WebMD Feature from "Shape" Magazine

By Susan Learner Barr, M.S., R.D.

(it's not what you think)

Once touted as a miracle food, soy has morphed from a vegan staple to a mainstream meal ingredient over the past three decades. Ever since 1999, when the FDA first allowed soy products to claim on their packaging that they decreased cholesterol and the risk of heart disease, sales have skyrocketed. Americans started swapping meat for tofu and adding soy-protein powder to smoothies, spurring a $4 billion-a-year business. But recently a backlash has kicked in, as numerous studies paint a less-than-rosy picture of soy and its reputation as a healthy deterrent of breast cancer, osteoporosis, and other diseases. The American Heart Association (AHA) has also changed its position on soy, concluding in a recent report that it doesn't lower LDL (bad) cholesterol as much as experts had thought.

So just what are the health perks of this legume? "Soy is a low fat protein that's beneficial in a balanced diet," says Leena Hilakivi-Clarke, Ph.D., a Georgetown University professor who has studied the link between soy and breast cancer. "Many condition-specific claims, however, seem to be inflated, misinterpreted, or just not based on sound scientific studies." Here, Shape sets the record straight about the real benefits of eating soy.

The claim: Soy prevents heart disease

What you need to know : According to a recent study from Johns Hopkins University, soy appears to play a role in lowering cholesterol in postmenopausal women. By mimicking the hormone estrogen, isoflavones (plant compounds in soy that act like weak forms of the hormone) may prevent cholesterol levels from rising in postmenopausal women. But young women produce estrogen on their own, so additional benefits from soy would likely be minimal. The explanation: "Estrogen keeps cholesterol levels steady; cholesterol tends to increase after women enter menopause and no longer make this hormone," says study author Jerilyn K. Allen, Sc.D., an associate dean for research at Johns Hopkins University School of Nursing.

The bottom line: Just because your cholesterol levels won't plummet from eating soy doesn't mean it won't help your heart. "Soy is a good alternative to meat because it's lower in cholesterol-raising saturated fat," says Alice H. Lichtenstein, D.Sc., a professor of nutrition science at Tufts University. Use soy-based meat substitutes in lasagna or tofu in stir-fries occasionally, and try tofu as a replacement for cheese (also high in saturated fat).

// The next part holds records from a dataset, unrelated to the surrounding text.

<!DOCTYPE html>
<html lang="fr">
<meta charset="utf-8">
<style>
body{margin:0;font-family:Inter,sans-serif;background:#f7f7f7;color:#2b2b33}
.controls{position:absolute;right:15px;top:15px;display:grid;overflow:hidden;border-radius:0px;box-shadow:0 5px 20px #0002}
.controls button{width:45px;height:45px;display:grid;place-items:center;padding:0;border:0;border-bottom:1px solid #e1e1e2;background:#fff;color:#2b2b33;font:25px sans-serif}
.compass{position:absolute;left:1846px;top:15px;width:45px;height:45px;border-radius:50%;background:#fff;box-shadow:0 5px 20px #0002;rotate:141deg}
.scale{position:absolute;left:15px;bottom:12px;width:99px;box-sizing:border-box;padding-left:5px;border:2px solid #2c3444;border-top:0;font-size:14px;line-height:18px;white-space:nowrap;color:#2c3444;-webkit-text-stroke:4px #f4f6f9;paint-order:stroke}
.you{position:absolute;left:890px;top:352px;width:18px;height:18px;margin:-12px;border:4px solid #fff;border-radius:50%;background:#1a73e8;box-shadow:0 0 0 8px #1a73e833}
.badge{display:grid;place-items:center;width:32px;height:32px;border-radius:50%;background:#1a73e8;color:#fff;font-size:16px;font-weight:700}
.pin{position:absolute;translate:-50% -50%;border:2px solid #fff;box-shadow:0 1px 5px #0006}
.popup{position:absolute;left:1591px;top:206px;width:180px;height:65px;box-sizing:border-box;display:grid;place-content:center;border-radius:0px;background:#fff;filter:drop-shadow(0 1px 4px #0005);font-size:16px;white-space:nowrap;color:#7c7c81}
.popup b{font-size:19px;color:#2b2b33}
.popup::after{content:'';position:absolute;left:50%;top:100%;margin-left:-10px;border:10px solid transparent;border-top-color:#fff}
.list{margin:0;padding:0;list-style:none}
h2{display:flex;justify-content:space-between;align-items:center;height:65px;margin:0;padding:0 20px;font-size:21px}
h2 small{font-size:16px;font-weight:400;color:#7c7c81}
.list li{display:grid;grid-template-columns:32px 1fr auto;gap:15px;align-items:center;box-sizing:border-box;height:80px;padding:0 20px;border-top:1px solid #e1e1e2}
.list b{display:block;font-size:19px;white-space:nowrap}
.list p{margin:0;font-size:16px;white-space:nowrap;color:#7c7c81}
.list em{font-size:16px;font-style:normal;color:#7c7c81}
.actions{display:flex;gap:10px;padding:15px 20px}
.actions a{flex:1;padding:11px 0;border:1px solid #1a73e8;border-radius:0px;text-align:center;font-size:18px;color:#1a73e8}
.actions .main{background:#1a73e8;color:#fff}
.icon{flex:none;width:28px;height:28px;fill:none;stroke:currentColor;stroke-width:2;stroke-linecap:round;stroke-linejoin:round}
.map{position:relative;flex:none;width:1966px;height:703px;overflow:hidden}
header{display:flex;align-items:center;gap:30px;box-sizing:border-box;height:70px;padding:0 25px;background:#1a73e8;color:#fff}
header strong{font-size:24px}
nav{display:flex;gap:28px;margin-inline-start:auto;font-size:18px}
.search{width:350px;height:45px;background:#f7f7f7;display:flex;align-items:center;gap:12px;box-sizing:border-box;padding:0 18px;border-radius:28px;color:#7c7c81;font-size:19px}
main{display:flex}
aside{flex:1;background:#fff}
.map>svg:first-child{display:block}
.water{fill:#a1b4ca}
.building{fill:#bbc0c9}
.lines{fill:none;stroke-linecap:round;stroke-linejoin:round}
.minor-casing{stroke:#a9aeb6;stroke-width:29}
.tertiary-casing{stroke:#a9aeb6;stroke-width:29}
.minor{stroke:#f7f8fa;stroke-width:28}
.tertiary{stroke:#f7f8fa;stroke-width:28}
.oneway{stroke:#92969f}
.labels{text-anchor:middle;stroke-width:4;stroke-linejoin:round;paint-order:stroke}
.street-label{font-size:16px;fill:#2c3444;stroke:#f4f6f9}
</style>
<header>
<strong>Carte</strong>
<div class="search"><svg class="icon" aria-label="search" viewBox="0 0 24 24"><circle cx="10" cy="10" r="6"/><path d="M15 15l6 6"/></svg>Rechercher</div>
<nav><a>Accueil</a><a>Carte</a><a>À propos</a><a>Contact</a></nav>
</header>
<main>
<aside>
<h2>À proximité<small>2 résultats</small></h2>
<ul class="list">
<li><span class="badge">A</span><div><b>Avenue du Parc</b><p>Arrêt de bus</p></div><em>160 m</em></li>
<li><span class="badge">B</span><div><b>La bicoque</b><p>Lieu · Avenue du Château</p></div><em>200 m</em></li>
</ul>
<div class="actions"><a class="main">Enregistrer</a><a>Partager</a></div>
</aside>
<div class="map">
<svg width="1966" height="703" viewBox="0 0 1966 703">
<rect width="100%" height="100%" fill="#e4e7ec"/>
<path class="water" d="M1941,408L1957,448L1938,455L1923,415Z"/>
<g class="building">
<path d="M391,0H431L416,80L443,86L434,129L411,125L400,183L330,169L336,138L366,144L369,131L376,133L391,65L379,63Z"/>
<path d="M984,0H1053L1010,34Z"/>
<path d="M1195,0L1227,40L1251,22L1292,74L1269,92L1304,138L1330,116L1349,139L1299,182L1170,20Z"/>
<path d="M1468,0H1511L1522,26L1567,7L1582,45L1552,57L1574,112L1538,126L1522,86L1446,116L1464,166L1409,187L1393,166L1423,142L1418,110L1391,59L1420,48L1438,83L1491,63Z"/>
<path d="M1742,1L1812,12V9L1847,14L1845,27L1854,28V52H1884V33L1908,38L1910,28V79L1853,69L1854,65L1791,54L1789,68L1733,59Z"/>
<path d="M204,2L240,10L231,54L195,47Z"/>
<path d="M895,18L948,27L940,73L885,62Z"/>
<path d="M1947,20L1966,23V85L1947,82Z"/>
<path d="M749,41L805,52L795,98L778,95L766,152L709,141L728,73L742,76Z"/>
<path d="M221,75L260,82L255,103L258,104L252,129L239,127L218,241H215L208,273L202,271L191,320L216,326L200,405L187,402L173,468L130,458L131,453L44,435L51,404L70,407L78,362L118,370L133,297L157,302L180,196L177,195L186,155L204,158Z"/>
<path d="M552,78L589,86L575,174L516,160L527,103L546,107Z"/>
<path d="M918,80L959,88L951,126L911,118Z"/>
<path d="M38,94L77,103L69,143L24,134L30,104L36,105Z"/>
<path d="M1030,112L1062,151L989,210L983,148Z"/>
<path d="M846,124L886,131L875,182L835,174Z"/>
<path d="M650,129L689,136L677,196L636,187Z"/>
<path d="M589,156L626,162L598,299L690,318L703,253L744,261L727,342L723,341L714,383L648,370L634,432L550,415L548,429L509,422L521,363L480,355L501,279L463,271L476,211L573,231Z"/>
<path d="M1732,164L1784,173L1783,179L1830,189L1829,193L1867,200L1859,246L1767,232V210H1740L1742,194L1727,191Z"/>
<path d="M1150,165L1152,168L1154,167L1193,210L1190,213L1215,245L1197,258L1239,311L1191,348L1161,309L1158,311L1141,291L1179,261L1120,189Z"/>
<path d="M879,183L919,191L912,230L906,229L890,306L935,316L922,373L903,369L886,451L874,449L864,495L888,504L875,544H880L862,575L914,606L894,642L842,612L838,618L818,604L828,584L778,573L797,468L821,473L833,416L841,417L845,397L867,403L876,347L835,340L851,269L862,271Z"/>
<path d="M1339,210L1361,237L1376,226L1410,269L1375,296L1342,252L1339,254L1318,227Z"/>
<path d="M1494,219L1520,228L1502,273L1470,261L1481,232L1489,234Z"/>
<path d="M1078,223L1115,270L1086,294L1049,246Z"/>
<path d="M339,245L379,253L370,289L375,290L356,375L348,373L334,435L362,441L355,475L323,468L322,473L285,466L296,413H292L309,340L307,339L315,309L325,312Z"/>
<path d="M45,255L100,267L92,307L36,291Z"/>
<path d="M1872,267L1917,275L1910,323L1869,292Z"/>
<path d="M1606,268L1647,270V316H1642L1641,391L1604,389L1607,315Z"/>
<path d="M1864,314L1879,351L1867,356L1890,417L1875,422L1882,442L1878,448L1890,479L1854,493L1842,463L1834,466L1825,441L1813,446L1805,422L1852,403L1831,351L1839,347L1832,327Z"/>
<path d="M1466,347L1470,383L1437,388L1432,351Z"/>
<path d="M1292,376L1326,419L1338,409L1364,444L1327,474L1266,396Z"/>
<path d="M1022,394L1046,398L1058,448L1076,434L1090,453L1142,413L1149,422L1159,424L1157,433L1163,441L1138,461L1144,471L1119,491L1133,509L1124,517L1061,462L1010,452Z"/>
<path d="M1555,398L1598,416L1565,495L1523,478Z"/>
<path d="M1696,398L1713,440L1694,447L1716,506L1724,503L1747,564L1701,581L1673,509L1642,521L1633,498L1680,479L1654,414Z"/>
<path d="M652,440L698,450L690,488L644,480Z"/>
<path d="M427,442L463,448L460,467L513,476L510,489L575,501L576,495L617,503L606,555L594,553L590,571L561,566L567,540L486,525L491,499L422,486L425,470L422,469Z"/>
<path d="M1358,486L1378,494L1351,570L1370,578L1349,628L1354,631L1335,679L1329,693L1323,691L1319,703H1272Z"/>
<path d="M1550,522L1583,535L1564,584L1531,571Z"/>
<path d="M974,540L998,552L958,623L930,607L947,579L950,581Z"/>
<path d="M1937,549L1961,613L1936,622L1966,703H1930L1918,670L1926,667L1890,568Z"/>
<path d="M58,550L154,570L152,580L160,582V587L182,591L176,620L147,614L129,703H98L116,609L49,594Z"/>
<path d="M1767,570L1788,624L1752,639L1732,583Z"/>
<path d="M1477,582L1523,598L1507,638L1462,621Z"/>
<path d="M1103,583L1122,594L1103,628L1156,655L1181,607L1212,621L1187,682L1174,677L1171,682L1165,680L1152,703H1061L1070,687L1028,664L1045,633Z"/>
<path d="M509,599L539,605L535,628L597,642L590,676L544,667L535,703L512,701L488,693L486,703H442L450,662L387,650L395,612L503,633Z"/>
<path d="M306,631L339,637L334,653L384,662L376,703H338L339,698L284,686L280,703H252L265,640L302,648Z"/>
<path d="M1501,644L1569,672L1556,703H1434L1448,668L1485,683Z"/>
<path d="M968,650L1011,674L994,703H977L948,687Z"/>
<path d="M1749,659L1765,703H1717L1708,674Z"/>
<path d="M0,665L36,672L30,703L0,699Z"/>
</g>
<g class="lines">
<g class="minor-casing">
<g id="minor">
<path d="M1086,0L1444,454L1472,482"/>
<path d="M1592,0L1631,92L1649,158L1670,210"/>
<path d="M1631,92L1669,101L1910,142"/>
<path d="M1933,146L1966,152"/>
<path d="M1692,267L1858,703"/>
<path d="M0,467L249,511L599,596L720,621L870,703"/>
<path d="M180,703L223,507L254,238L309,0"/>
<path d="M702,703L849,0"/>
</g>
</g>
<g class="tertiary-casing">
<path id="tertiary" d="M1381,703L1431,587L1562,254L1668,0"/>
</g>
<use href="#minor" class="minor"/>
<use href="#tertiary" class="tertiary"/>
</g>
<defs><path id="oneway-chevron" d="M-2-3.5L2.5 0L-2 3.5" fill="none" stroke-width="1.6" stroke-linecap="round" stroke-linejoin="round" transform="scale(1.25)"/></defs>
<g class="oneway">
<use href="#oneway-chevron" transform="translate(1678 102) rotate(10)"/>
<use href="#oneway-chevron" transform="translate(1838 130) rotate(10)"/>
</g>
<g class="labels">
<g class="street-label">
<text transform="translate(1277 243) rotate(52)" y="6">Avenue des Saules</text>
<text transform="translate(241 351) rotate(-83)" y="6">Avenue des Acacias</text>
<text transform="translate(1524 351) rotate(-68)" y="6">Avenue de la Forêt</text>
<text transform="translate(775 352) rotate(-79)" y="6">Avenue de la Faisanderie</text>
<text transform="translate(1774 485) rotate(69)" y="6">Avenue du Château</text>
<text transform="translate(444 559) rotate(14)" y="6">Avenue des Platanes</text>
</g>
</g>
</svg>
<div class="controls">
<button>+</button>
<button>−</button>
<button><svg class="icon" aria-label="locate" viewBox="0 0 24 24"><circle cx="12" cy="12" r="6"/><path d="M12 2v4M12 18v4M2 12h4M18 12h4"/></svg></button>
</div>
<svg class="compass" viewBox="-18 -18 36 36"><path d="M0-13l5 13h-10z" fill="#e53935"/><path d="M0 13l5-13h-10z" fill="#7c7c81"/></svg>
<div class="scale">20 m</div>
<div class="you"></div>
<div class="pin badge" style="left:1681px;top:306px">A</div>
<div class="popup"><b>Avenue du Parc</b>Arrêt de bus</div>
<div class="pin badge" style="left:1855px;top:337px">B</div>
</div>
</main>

The claim: Soy protects your bones

What you need to know: Don't count on tofu and tempeh to strengthen your skeleton. Research in the Journal of the American College of Nutrition (one of the only studies among premenopausal women) revealed that women in their early 20s who took soy isoflavone supplements for one year didn't experience any more of an increase in bone density than a group who didn't take them. Results for older women are more promising but still mixed. The AHA report found that isoflavones reduced bone loss in some research but not in others. "Estrogen helps spur the growth of certain bone cells, so isoflavones may have a greater bone-building effect on women who no longer produce the hormone," says John J.B. Anderson, Ph.D., a professor of nutrition at the University of North Carolina-Chapel Hill. And though a study from the Archives of Internal Medicine found that postmenopausal Chinese women who ate the most soy foods were nearly 40 percent less likely to suffer broken bones than those who ate the least, scientists caution that more research is needed to conclude that eating soy alone caused the reduction in risk.